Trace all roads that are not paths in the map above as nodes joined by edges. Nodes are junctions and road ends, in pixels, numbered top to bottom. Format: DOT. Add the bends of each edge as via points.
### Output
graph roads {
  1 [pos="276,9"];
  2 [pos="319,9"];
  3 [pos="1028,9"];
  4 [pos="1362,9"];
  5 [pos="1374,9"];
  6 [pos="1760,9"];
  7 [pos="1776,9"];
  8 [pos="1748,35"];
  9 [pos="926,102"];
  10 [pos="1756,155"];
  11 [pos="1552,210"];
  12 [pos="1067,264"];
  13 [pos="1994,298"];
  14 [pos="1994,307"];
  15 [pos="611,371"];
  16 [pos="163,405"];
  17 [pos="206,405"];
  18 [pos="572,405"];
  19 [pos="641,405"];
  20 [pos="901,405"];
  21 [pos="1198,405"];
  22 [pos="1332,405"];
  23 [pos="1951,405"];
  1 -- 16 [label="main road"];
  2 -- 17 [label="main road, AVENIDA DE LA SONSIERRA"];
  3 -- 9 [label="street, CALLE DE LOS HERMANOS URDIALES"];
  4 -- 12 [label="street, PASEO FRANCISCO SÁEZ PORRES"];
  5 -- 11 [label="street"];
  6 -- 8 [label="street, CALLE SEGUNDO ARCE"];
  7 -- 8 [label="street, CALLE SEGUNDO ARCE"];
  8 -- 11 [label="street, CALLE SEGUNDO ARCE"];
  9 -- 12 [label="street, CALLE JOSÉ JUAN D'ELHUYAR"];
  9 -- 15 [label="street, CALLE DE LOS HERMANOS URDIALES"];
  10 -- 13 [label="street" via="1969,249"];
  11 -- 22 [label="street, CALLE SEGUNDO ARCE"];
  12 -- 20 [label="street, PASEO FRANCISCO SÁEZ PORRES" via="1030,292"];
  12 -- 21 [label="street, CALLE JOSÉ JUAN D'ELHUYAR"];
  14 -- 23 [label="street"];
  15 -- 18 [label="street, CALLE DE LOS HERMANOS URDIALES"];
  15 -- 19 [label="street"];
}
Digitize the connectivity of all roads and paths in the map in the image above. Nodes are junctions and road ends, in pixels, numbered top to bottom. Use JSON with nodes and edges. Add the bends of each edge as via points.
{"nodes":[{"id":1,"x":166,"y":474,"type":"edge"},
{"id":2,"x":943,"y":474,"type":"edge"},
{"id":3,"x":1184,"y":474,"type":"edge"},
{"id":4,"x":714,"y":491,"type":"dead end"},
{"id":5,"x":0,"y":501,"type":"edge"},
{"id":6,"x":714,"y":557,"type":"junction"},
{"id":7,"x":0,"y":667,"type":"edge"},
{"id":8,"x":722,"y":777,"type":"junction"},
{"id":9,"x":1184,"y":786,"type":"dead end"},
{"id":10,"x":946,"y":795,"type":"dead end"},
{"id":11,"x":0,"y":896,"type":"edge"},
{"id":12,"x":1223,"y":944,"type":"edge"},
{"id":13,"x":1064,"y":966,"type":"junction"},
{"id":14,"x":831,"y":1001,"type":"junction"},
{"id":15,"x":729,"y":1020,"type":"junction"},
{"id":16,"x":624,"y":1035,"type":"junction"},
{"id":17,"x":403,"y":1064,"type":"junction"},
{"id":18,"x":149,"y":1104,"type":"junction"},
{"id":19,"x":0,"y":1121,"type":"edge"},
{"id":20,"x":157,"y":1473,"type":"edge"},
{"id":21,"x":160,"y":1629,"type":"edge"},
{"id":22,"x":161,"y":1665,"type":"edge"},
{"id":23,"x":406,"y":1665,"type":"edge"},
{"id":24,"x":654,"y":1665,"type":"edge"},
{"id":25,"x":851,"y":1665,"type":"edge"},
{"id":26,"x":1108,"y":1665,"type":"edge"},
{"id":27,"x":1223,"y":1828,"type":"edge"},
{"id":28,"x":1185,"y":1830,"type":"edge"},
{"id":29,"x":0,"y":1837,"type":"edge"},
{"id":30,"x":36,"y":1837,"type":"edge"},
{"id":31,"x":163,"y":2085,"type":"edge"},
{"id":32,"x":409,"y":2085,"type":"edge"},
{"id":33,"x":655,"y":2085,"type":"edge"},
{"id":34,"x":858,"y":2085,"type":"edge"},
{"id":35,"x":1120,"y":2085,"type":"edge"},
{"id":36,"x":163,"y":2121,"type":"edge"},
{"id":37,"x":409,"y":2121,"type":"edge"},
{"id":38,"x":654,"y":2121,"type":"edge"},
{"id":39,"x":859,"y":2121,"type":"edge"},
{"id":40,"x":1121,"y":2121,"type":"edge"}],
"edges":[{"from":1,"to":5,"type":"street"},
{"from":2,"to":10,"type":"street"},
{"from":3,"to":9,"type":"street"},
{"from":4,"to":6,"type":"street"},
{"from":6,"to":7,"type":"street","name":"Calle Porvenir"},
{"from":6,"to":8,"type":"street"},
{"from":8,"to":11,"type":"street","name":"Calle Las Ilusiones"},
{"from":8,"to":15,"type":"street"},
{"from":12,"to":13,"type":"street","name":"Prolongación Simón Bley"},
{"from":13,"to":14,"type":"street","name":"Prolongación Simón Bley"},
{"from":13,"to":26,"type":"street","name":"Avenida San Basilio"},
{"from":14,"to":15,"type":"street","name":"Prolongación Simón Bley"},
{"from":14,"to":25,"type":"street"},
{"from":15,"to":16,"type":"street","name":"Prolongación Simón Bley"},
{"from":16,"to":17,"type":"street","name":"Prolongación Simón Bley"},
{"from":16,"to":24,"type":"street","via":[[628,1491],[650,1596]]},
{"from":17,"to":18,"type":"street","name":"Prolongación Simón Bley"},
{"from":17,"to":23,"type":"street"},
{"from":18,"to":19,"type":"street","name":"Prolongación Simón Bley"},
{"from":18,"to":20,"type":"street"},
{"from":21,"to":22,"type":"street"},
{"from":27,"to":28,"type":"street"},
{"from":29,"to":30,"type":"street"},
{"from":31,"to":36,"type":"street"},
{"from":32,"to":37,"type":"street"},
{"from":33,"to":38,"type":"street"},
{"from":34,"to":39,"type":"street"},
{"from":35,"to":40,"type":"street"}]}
====================
Reproduce the material above exactly; please quote every line of it.

Trace all roads that are not paths in the map above as nodes joined by edges. Nodes are junctions and road ends, in pixels, numbered top to bottom. Format: DOT. Add the bends of each edge as via points.
### Output
graph roads {
  1 [pos="276,9"];
  2 [pos="319,9"];
  3 [pos="1028,9"];
  4 [pos="1362,9"];
  5 [pos="1374,9"];
  6 [pos="1760,9"];
  7 [pos="1776,9"];
  8 [pos="1748,35"];
  9 [pos="926,102"];
  10 [pos="1756,155"];
  11 [pos="1552,210"];
  12 [pos="1067,264"];
  13 [pos="1994,298"];
  14 [pos="1994,307"];
  15 [pos="611,371"];
  16 [pos="163,405"];
  17 [pos="206,405"];
  18 [pos="572,405"];
  19 [pos="641,405"];
  20 [pos="901,405"];
  21 [pos="1198,405"];
  22 [pos="1332,405"];
  23 [pos="1951,405"];
  1 -- 16 [label="main road"];
  2 -- 17 [label="main road, AVENIDA DE LA SONSIERRA"];
  3 -- 9 [label="street, CALLE DE LOS HERMANOS URDIALES"];
  4 -- 12 [label="street, PASEO FRANCISCO SÁEZ PORRES"];
  5 -- 11 [label="street"];
  6 -- 8 [label="street, CALLE SEGUNDO ARCE"];
  7 -- 8 [label="street, CALLE SEGUNDO ARCE"];
  8 -- 11 [label="street, CALLE SEGUNDO ARCE"];
  9 -- 12 [label="street, CALLE JOSÉ JUAN D'ELHUYAR"];
  9 -- 15 [label="street, CALLE DE LOS HERMANOS URDIALES"];
  10 -- 13 [label="street" via="1969,249"];
  11 -- 22 [label="street, CALLE SEGUNDO ARCE"];
  12 -- 20 [label="street, PASEO FRANCISCO SÁEZ PORRES" via="1030,292"];
  12 -- 21 [label="street, CALLE JOSÉ JUAN D'ELHUYAR"];
  14 -- 23 [label="street"];
  15 -- 18 [label="street, CALLE DE LOS HERMANOS URDIALES"];
  15 -- 19 [label="street"];
}
Digitize the connectivity of all roads and paths in the map in the image above. Nodes are junctions and road ends, in pixels, numbered top to bottom. Use JSON with nodes and edges. Add the bends of each edge as via points.
{"nodes":[{"id":1,"x":166,"y":474,"type":"edge"},
{"id":2,"x":943,"y":474,"type":"edge"},
{"id":3,"x":1184,"y":474,"type":"edge"},
{"id":4,"x":714,"y":491,"type":"dead end"},
{"id":5,"x":0,"y":501,"type":"edge"},
{"id":6,"x":714,"y":557,"type":"junction"},
{"id":7,"x":0,"y":667,"type":"edge"},
{"id":8,"x":722,"y":777,"type":"junction"},
{"id":9,"x":1184,"y":786,"type":"dead end"},
{"id":10,"x":946,"y":795,"type":"dead end"},
{"id":11,"x":0,"y":896,"type":"edge"},
{"id":12,"x":1223,"y":944,"type":"edge"},
{"id":13,"x":1064,"y":966,"type":"junction"},
{"id":14,"x":831,"y":1001,"type":"junction"},
{"id":15,"x":729,"y":1020,"type":"junction"},
{"id":16,"x":624,"y":1035,"type":"junction"},
{"id":17,"x":403,"y":1064,"type":"junction"},
{"id":18,"x":149,"y":1104,"type":"junction"},
{"id":19,"x":0,"y":1121,"type":"edge"},
{"id":20,"x":157,"y":1473,"type":"edge"},
{"id":21,"x":160,"y":1629,"type":"edge"},
{"id":22,"x":161,"y":1665,"type":"edge"},
{"id":23,"x":406,"y":1665,"type":"edge"},
{"id":24,"x":654,"y":1665,"type":"edge"},
{"id":25,"x":851,"y":1665,"type":"edge"},
{"id":26,"x":1108,"y":1665,"type":"edge"},
{"id":27,"x":1223,"y":1828,"type":"edge"},
{"id":28,"x":1185,"y":1830,"type":"edge"},
{"id":29,"x":0,"y":1837,"type":"edge"},
{"id":30,"x":36,"y":1837,"type":"edge"},
{"id":31,"x":163,"y":2085,"type":"edge"},
{"id":32,"x":409,"y":2085,"type":"edge"},
{"id":33,"x":655,"y":2085,"type":"edge"},
{"id":34,"x":858,"y":2085,"type":"edge"},
{"id":35,"x":1120,"y":2085,"type":"edge"},
{"id":36,"x":163,"y":2121,"type":"edge"},
{"id":37,"x":409,"y":2121,"type":"edge"},
{"id":38,"x":654,"y":2121,"type":"edge"},
{"id":39,"x":859,"y":2121,"type":"edge"},
{"id":40,"x":1121,"y":2121,"type":"edge"}],
"edges":[{"from":1,"to":5,"type":"street"},
{"from":2,"to":10,"type":"street"},
{"from":3,"to":9,"type":"street"},
{"from":4,"to":6,"type":"street"},
{"from":6,"to":7,"type":"street","name":"Calle Porvenir"},
{"from":6,"to":8,"type":"street"},
{"from":8,"to":11,"type":"street","name":"Calle Las Ilusiones"},
{"from":8,"to":15,"type":"street"},
{"from":12,"to":13,"type":"street","name":"Prolongación Simón Bley"},
{"from":13,"to":14,"type":"street","name":"Prolongación Simón Bley"},
{"from":13,"to":26,"type":"street","name":"Avenida San Basilio"},
{"from":14,"to":15,"type":"street","name":"Prolongación Simón Bley"},
{"from":14,"to":25,"type":"street"},
{"from":15,"to":16,"type":"street","name":"Prolongación Simón Bley"},
{"from":16,"to":17,"type":"street","name":"Prolongación Simón Bley"},
{"from":16,"to":24,"type":"street","via":[[628,1491],[650,1596]]},
{"from":17,"to":18,"type":"street","name":"Prolongación Simón Bley"},
{"from":17,"to":23,"type":"street"},
{"from":18,"to":19,"type":"street","name":"Prolongación Simón Bley"},
{"from":18,"to":20,"type":"street"},
{"from":21,"to":22,"type":"street"},
{"from":27,"to":28,"type":"street"},
{"from":29,"to":30,"type":"street"},
{"from":31,"to":36,"type":"street"},
{"from":32,"to":37,"type":"street"},
{"from":33,"to":38,"type":"street"},
{"from":34,"to":39,"type":"street"},
{"from":35,"to":40,"type":"street"}]}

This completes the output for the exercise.